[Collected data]
++++++++

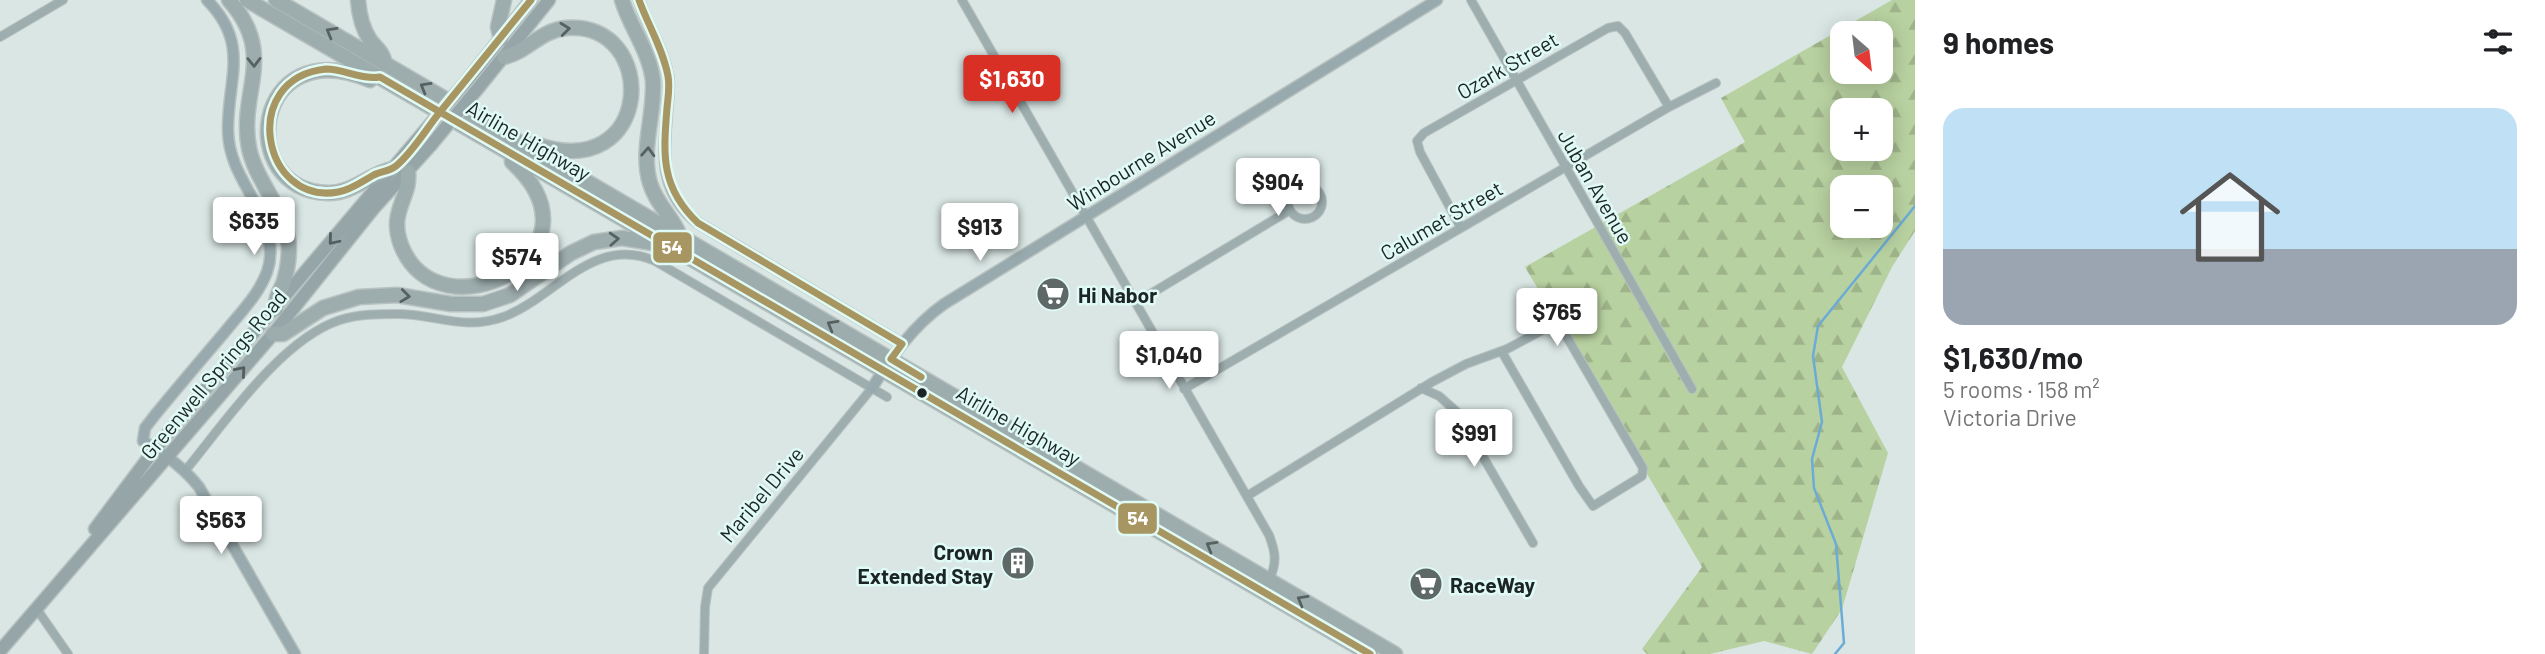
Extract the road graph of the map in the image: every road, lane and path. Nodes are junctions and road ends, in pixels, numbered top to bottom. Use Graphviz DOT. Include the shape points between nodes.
graph roads {
  1 [pos="63,0"];
  2 [pos="207,0"];
  3 [pos="229,0"];
  4 [pos="247,0"];
  5 [pos="276,0"];
  6 [pos="358,0"];
  7 [pos="505,0"];
  8 [pos="531,0"];
  9 [pos="549,0"];
  10 [pos="622,0"];
  11 [pos="639,0"];
  12 [pos="962,0"];
  13 [pos="1437,0"];
  14 [pos="1471,0"];
  15 [pos="0,37"];
  16 [pos="500,39"];
  17 [pos="504,57"];
  18 [pos="382,71"];
  19 [pos="1515,80"];
  20 [pos="1716,83"];
  21 [pos="1669,107"];
  22 [pos="526,146"];
  23 [pos="512,154"];
  24 [pos="393,169"];
  25 [pos="1566,169"];
  26 [pos="408,172"];
  27 [pos="1290,210"];
  28 [pos="1087,216"];
  29 [pos="1461,228"];
  30 [pos="680,236"];
  31 [pos="664,243"];
  32 [pos="1137,302"];
  33 [pos="276,309"];
  34 [pos="273,334"];
  35 [pos="902,344"];
  36 [pos="1502,352"];
  37 [pos="887,365"];
  38 [pos="872,388"];
  39 [pos="1421,388"];
  40 [pos="1184,389"];
  41 [pos="1692,390"];
  42 [pos="887,397"];
  43 [pos="155,449"];
  44 [pos="168,456"];
  45 [pos="185,471"];
  46 [pos="1247,496"];
  47 [pos="1533,543"];
  48 [pos="1266,586"];
  49 [pos="36,608"];
  50 [pos="0,651"];
  51 [pos="1369,651"];
  52 [pos="68,654"];
  53 [pos="295,654"];
  54 [pos="704,654"];
  55 [pos="1395,654"];
  1 -- 15 [label="street"];
  2 -- 43 [label="street" via="234,45 228,132 235,166 266,227 271,249 255,295 145,428 143,441"];
  3 -- 33 [label="highway, one-way" via="247,26 254,54 250,151 288,240 288,264"];
  4 -- 18 [label="highway, Airline Highway"];
  18 -- 5 [label="highway, Airline Highway, one-way"];
  6 -- 18 [label="highway" via="362,24 383,53"];
  7 -- 16 [label="highway" via="498,27"];
  8 -- 16 [label="main road, Greenwell Springs Road"];
  9 -- 17 [label="main road, Greenwell Springs Road"];
  30 -- 10 [label="highway, one-way" via="649,180 652,75"];
  11 -- 35 [label="street" via="664,54 669,80 664,156 673,196 683,211"];
  12 -- 28 [label="street"];
  13 -- 28 [label="street, Winbourne Avenue"];
  14 -- 19 [label="street, Juban Avenue"];
  16 -- 24 [label="main road, Greenwell Springs Road, bridge"];
  17 -- 22 [label="highway, one-way" via="550,31 582,29 600,35 616,48 632,80 626,118 601,144 571,152"];
  17 -- 26 [label="main road, Greenwell Springs Road, bridge"];
  22 -- 18 [label="highway, Airline Highway, one-way"];
  18 -- 23 [label="highway, Airline Highway"];
  18 -- 24 [label="highway" via="370,80 326,69 299,76 276,100 268,137 280,169 298,185 314,191 346,191"];
  19 -- 21 [label="street, Ozark Street" via="1618,26"];
  19 -- 25 [label="street, Juban Avenue"];
  19 -- 29 [label="street, Ozark Street" via="1417,141"];
  20 -- 21 [label="street, Calumet Street"];
  21 -- 25 [label="street, Calumet Street"];
  22 -- 30 [label="highway, Airline Highway"];
  23 -- 26 [label="highway" via="512,162 541,201 542,232 532,254 516,271 481,285 438,281 408,257 397,220"];
  23 -- 31 [label="highway, Airline Highway"];
  24 -- 33 [label="main road, Greenwell Springs Road, one-way"];
  25 -- 29 [label="street, Calumet Street"];
  25 -- 41 [label="street, Juban Avenue"];
  26 -- 34 [label="main road, Greenwell Springs Road"];
  27 -- 27 [label="street" via="1301,218 1314,216 1322,206 1320,193 1310,185 1297,187 1289,197"];
  27 -- 32 [label="street"];
  28 -- 32 [label="street"];
  28 -- 35 [label="street, Winbourne Avenue" via="944,304 923,319"];
  29 -- 40 [label="street, Calumet Street"];
  37 -- 30 [label="highway, Airline Highway, one-way"];
  34 -- 31 [label="highway, one-way" via="283,334 323,308 359,297 397,295 483,304 510,295 594,242 616,238 654,246"];
  31 -- 37 [label="highway, Airline Highway"];
  32 -- 40 [label="street"];
  33 -- 43 [label="main road, Greenwell Springs Road"];
  44 -- 34 [label="main road, Greenwell Springs Road, one-way"];
  35 -- 37 [label="street, Winbourne Avenue"];
  36 -- 36 [label="street" via="1554,324 1564,332 1643,468 1642,476 1592,506"];
  36 -- 39 [label="street" via="1466,364"];
  37 -- 38 [label="street, Maribel Drive"];
  37 -- 48 [label="highway, Airline Highway"];
  38 -- 42 [label="street"];
  38 -- 45 [label="street" via="655,261 622,254 584,264 502,317 466,324 408,314 370,314 317,331 266,373"];
  38 -- 54 [label="street, Maribel Drive" via="708,588"];
  39 -- 46 [label="street"];
  39 -- 47 [label="street" via="1457,412"];
  40 -- 46 [label="street"];
  43 -- 44 [label="street"];
  43 -- 49 [label="main road, Greenwell Springs Road"];
  44 -- 45 [label="street"];
  44 -- 49 [label="main road, Greenwell Springs Road"];
  45 -- 53 [label="street" via="199,487"];
  46 -- 48 [label="street" via="1275,551 1276,565"];
  48 -- 51 [label="highway, Airline Highway"];
  49 -- 50 [label="main road, Greenwell Springs Road"];
  49 -- 52 [label="street"];
  51 -- 55 [label="highway, Airline Highway"];
}
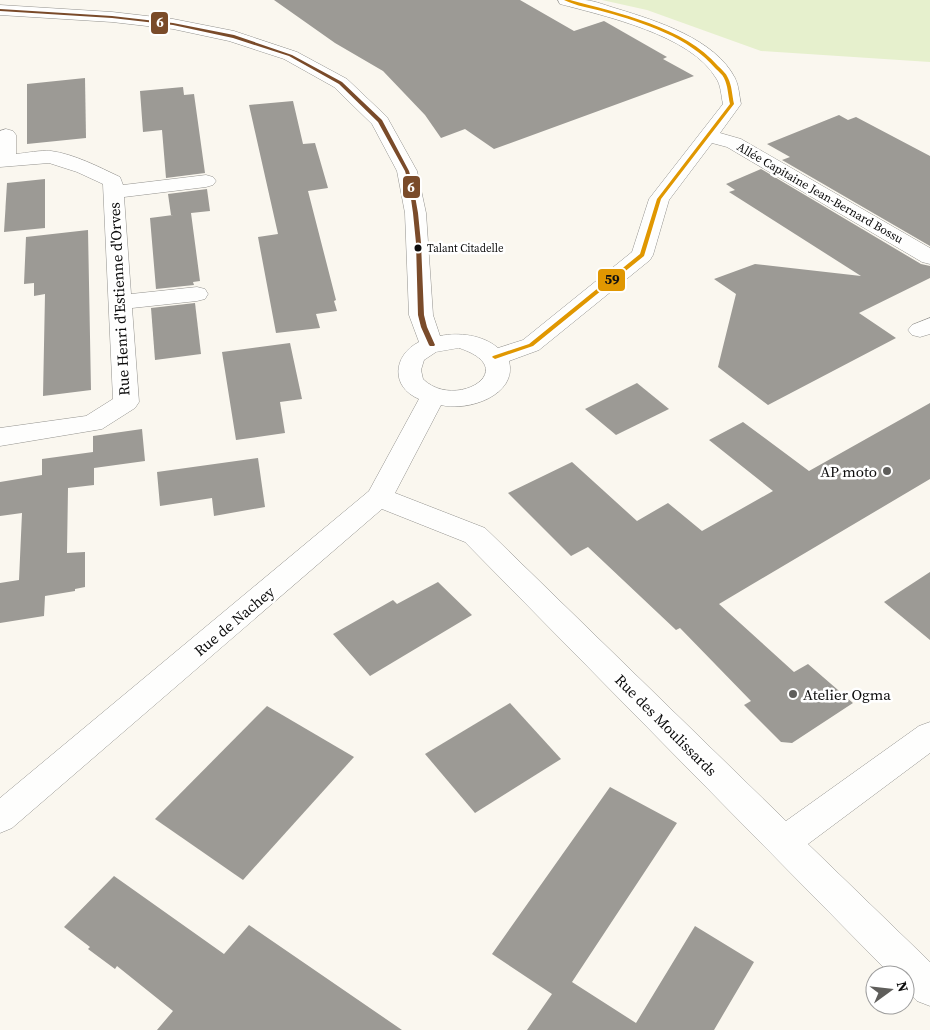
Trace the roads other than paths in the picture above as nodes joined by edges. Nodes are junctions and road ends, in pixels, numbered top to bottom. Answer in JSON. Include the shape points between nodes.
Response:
{"nodes":[{"id":1,"x":566,"y":0,"type":"edge"},
{"id":2,"x":0,"y":10,"type":"edge"},
{"id":3,"x":6,"y":135,"type":"dead end"},
{"id":4,"x":708,"y":135,"type":"junction"},
{"id":5,"x":3,"y":161,"type":"edge"},
{"id":6,"x":206,"y":181,"type":"dead end"},
{"id":7,"x":113,"y":192,"type":"junction"},
{"id":8,"x":930,"y":257,"type":"edge"},
{"id":9,"x":196,"y":294,"type":"dead end"},
{"id":10,"x":121,"y":302,"type":"junction"},
{"id":11,"x":432,"y":345,"type":"junction"},
{"id":12,"x":495,"y":357,"type":"junction"},
{"id":13,"x":433,"y":396,"type":"junction"},
{"id":14,"x":0,"y":437,"type":"edge"},
{"id":15,"x":380,"y":497,"type":"junction"},
{"id":16,"x":930,"y":735,"type":"edge"},
{"id":17,"x":0,"y":818,"type":"edge"},
{"id":18,"x":784,"y":842,"type":"junction"},
{"id":19,"x":930,"y":988,"type":"edge"}],
"edges":[{"from":1,"to":4,"type":"street","via":[[675,35],[704,54],[726,76],[732,104]]},
{"from":2,"to":11,"type":"street","via":[[158,21],[239,37],[289,54],[364,102],[390,135],[414,195],[422,322]]},
{"from":3,"to":5,"type":"street"},
{"from":4,"to":8,"type":"street","name":"Allée Capitaine Jean-Bernard Bossu","via":[[734,143]]},
{"from":4,"to":12,"type":"street","via":[[659,199],[642,256],[531,345]]},
{"from":5,"to":7,"type":"street","name":"Rue Henri d'Estienne d'Orves","via":[[42,157],[58,159],[106,176],[113,181]]},
{"from":6,"to":7,"type":"street"},
{"from":7,"to":10,"type":"street","name":"Rue Henri d'Estienne d'Orves"},
{"from":9,"to":10,"type":"street"},
{"from":10,"to":14,"type":"street","name":"Rue Henri d'Estienne d'Orves","via":[[126,402],[92,423]]},
{"from":11,"to":12,"type":"street","via":[[446,342],[474,344]]},
{"from":11,"to":13,"type":"street","via":[[413,357],[408,375],[421,391]]},
{"from":12,"to":13,"type":"street","via":[[500,374],[487,390],[462,399]]},
{"from":13,"to":15,"type":"street","name":"Rue de Nachey"},
{"from":15,"to":17,"type":"street","name":"Rue de Nachey"},
{"from":15,"to":18,"type":"street","name":"Rue des Moulissards","via":[[475,535]]},
{"from":16,"to":18,"type":"street"},
{"from":18,"to":19,"type":"street","name":"Rue des Moulissards"}]}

++++++++

-- Problem details --
If a line above contains the word "points", list it.

-- Exercise output --
Extract the road graph of the map in the image: every road, lane and path. Nodes are junctions and road ends, in pixels, numbered top to bottom. Use Graphviz DOT. Include the shape points between nodes.
Trace the roads other than paths in the picture above as nodes joined by edges. Nodes are junctions and road ends, in pixels, numbered top to bottom. Answer in JSON. Include the shape points between nodes.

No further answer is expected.